Front-wheel drive CX-5s with the naturally aspirated 2.5 liter net you 25 mpg city and 31 mpg highway — all-wheel drive drops one mpg in both categories, just like the turbocharged engine.
For a little comparison, the turbocharged engine makes 250 horsepower and 310 pound-feet of torque on 93 octane gasoline, while the non-boosted engine makes 187 horsepower and 186 pound-feet of torque. You’re definitely taking a hit in fuel economy, but the gain in power might be worth it, since the decrease isn’t that terrible.
Cars in its price and power range with all-wheel drive have comparable fuel economy. The Ford Escape with the 2.0-liter turbo is rated at 20/27; Chevrolet’s Equinox with the 2.0-liter turbo is 22/28 and the VW Tiguan gets 21/29. There isn’t really a clear winner in fuel economy for this much power when you look around the segment, but Mazda’s engine is half a liter larger than everyone else. This translates to better torque than most of its competitors, but Mazda manages similar fuel economy.
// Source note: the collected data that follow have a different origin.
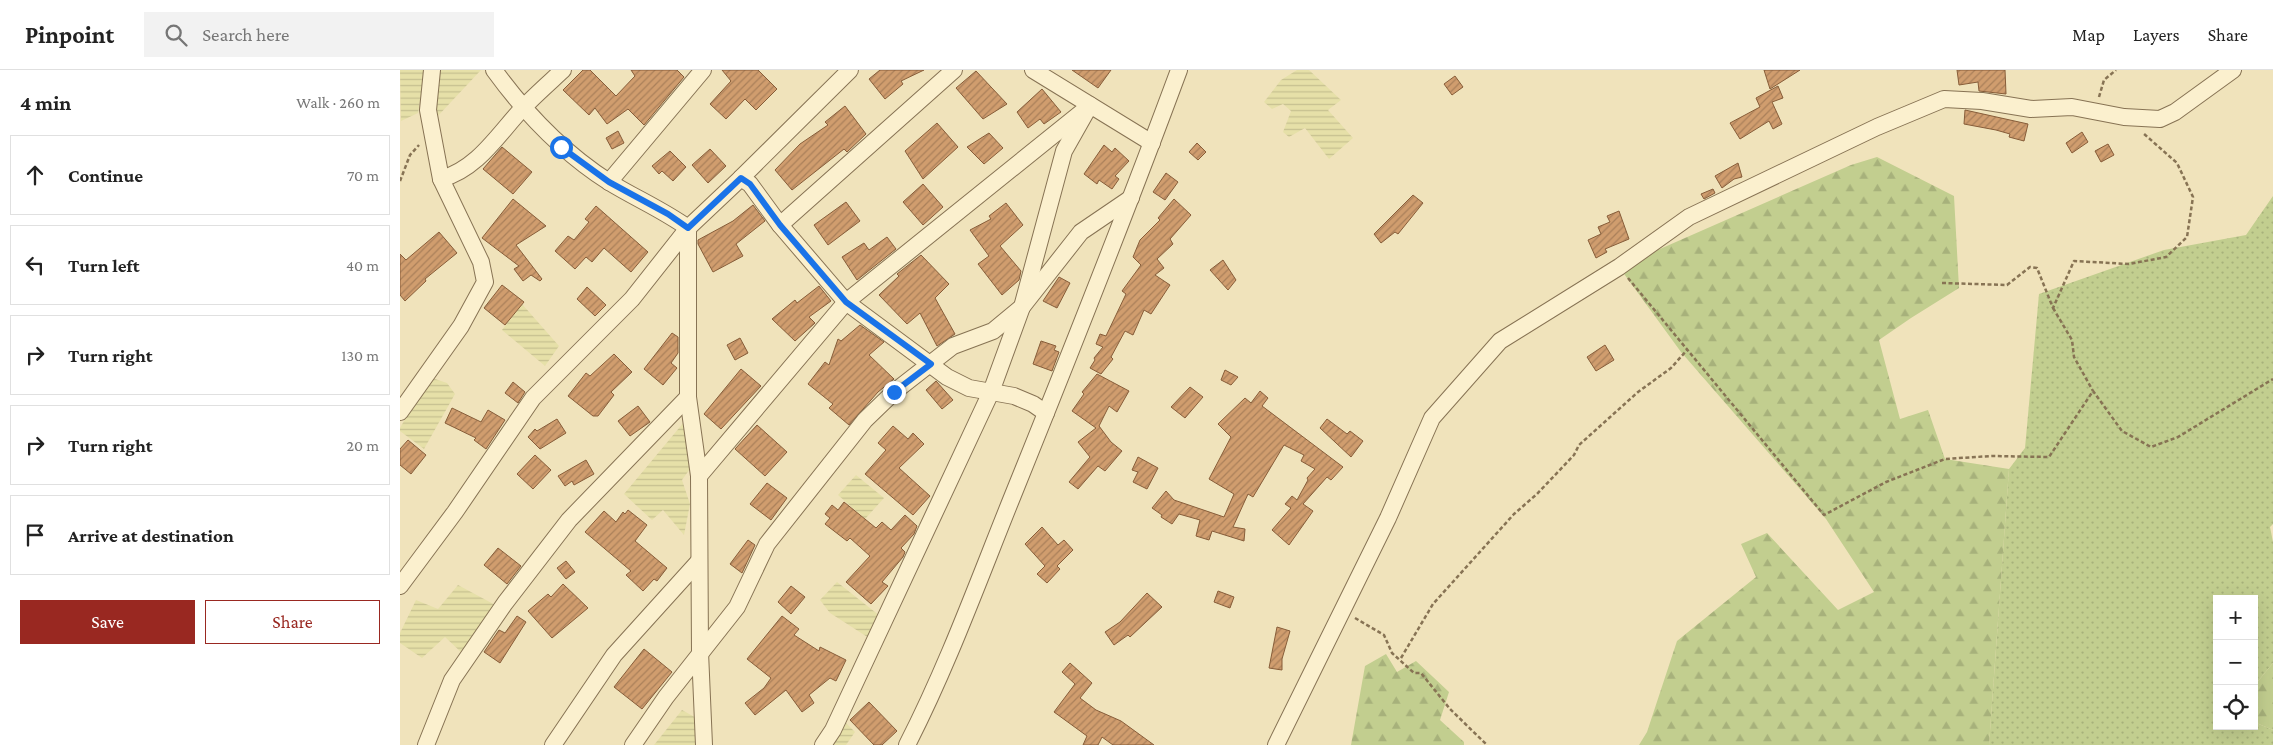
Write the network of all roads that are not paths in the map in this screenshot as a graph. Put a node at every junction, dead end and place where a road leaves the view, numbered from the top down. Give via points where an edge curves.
1 (432, 70) edge
2 (494, 70) edge
3 (563, 70) edge
4 (703, 70) edge
5 (850, 70) edge
6 (954, 70) edge
7 (1033, 70) edge
8 (1179, 70) edge
9 (2233, 70) edge
10 (1055, 76) edge
11 (1090, 105) junction
12 (522, 108) junction
13 (1152, 143) junction
14 (741, 178) junction
15 (441, 179) junction
16 (609, 182) junction
17 (1131, 198) junction
18 (780, 225) junction
19 (688, 228) junction
20 (846, 302) junction
21 (1022, 307) junction
22 (931, 364) junction
23 (991, 392) junction
24 (688, 397) junction
25 (400, 412) edge
26 (1046, 414) junction
27 (699, 476) junction
28 (700, 561) junction
29 (400, 586) edge
30 (700, 652) junction
31 (426, 745) edge
32 (553, 745) edge
33 (633, 745) edge
34 (704, 745) edge
35 (823, 745) edge
36 (907, 745) edge
37 (1276, 745) edge

1 - 15 street via 428,110
2 - 12 street
3 - 12 street
4 - 16 street
5 - 14 street
6 - 18 street
7 - 10 street
8 - 13 street
9 - 37 street via 2160,120 2072,107 2031,109 1944,99 1877,127 1689,217 1619,267 1500,342 1432,418 1388,518
10 - 11 street
11 - 13 street
11 - 20 street
11 - 21 street via 1064,151
12 - 15 street via 486,151 455,175
12 - 16 street via 561,147
13 - 17 street
14 - 18 street via 750,184
14 - 19 street
15 - 25 street via 481,262 485,282 461,326
16 - 19 street
17 - 21 street via 1081,232
17 - 26 street
18 - 20 street
19 - 24 street
19 - 29 street via 632,299 534,398
20 - 22 street
20 - 27 street
21 - 22 street via 993,331 953,346
21 - 23 street
22 - 23 street via 969,388
22 - 30 street via 894,392 847,442 768,544 737,606
23 - 26 street via 1014,396
23 - 35 street
24 - 27 street
24 - 31 street via 569,520 505,603 452,680
26 - 36 street via 932,696
27 - 28 street
28 - 30 street
28 - 32 street via 614,655
30 - 33 street
30 - 34 street

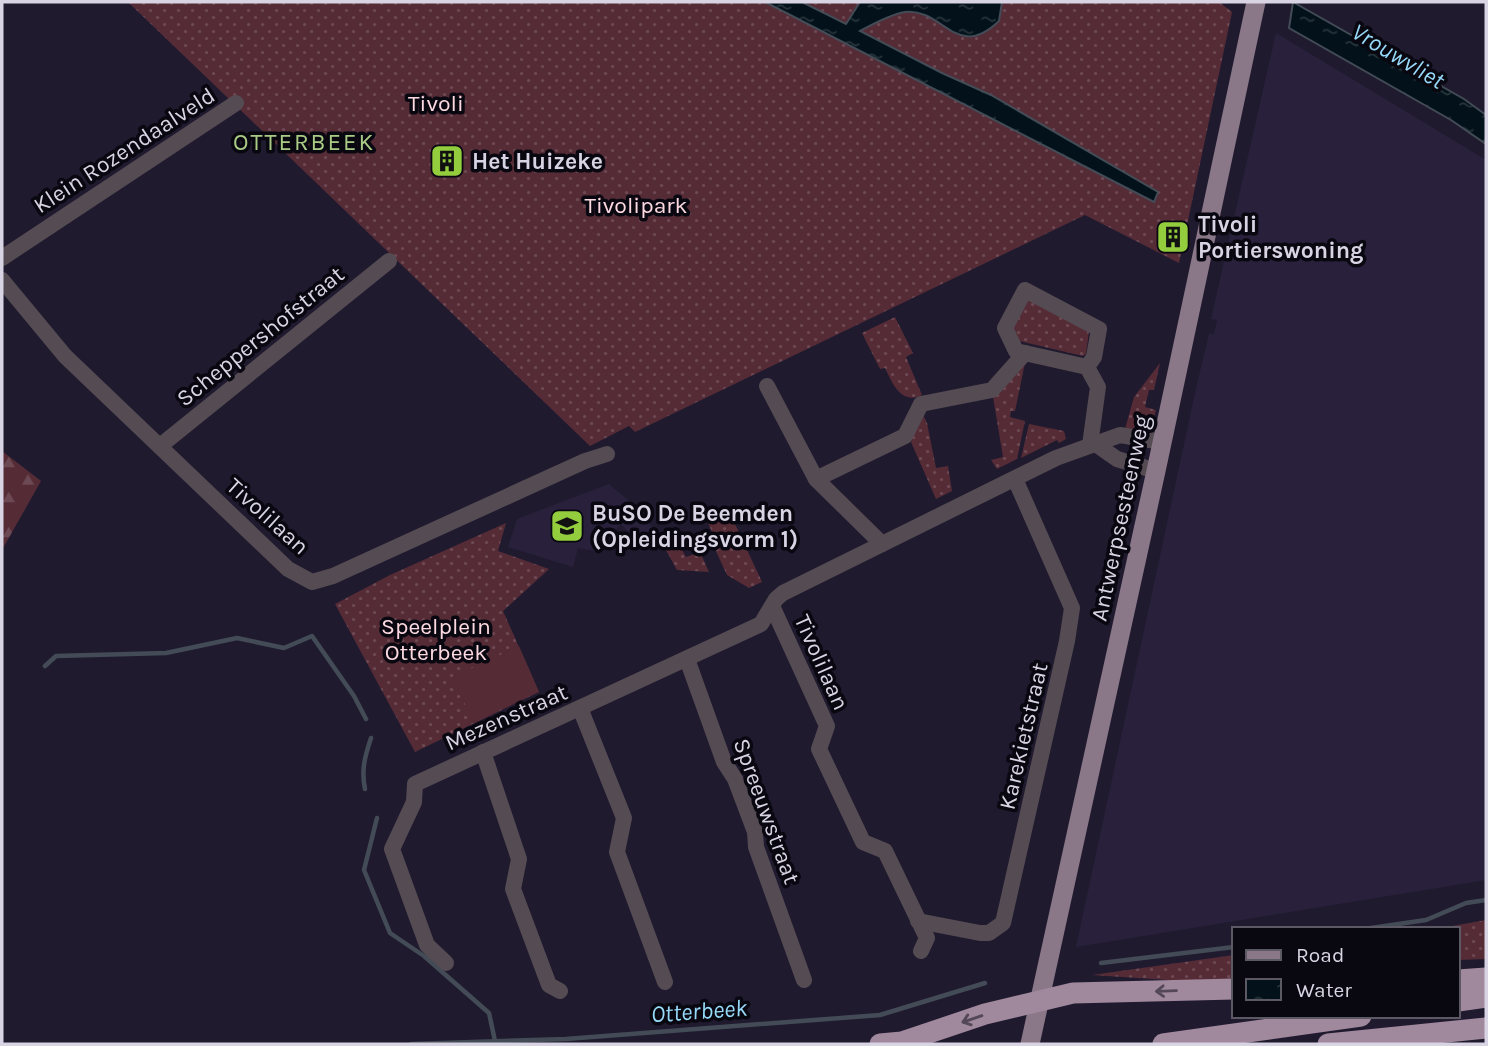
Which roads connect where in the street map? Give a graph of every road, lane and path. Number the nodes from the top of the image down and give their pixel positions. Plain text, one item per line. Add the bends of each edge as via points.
1 (1256, 2) edge
2 (236, 103) dead end
3 (2, 258) edge
4 (389, 261) dead end
5 (2, 280) edge
6 (1025, 353) junction
7 (1087, 366) junction
8 (767, 386) dead end
9 (1162, 442) junction
10 (1094, 445) junction
11 (160, 446) junction
12 (607, 454) dead end
13 (1156, 471) junction
14 (816, 479) junction
15 (1015, 480) junction
16 (882, 544) junction
17 (773, 608) junction
18 (687, 659) junction
19 (580, 708) junction
20 (483, 752) junction
21 (918, 921) junction
22 (921, 951) dead end
23 (446, 963) dead end
24 (1486, 978) edge
25 (804, 980) dead end
26 (1460, 980) edge
27 (664, 982) dead end
28 (1232, 989) edge
29 (560, 991) dead end
30 (1486, 997) edge
31 (1460, 1001) edge
32 (1038, 1002) junction
33 (1347, 1018) edge
34 (1486, 1028) edge
35 (1486, 1039) edge
36 (880, 1044) edge
37 (1030, 1044) edge
38 (1163, 1044) edge
39 (1328, 1044) edge
40 (1470, 1044) edge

Also similar to many of these decked-out compact crossovers is the new high price of the Mazda we wrote about before. You won’t be getting in to the turbocharged CX-5 for any less than $35,865, and that’s before adding all-wheel drive. If you wanted a bigger Mazda like the CX-9, its fuel economy figures aren’t significantly worse than the CX-5. Front-wheel drive versions are rated 22/28, and it drops two mpg in each category for all-wheel drive. The updated 2019 CX-5 should be coming to dealers soon.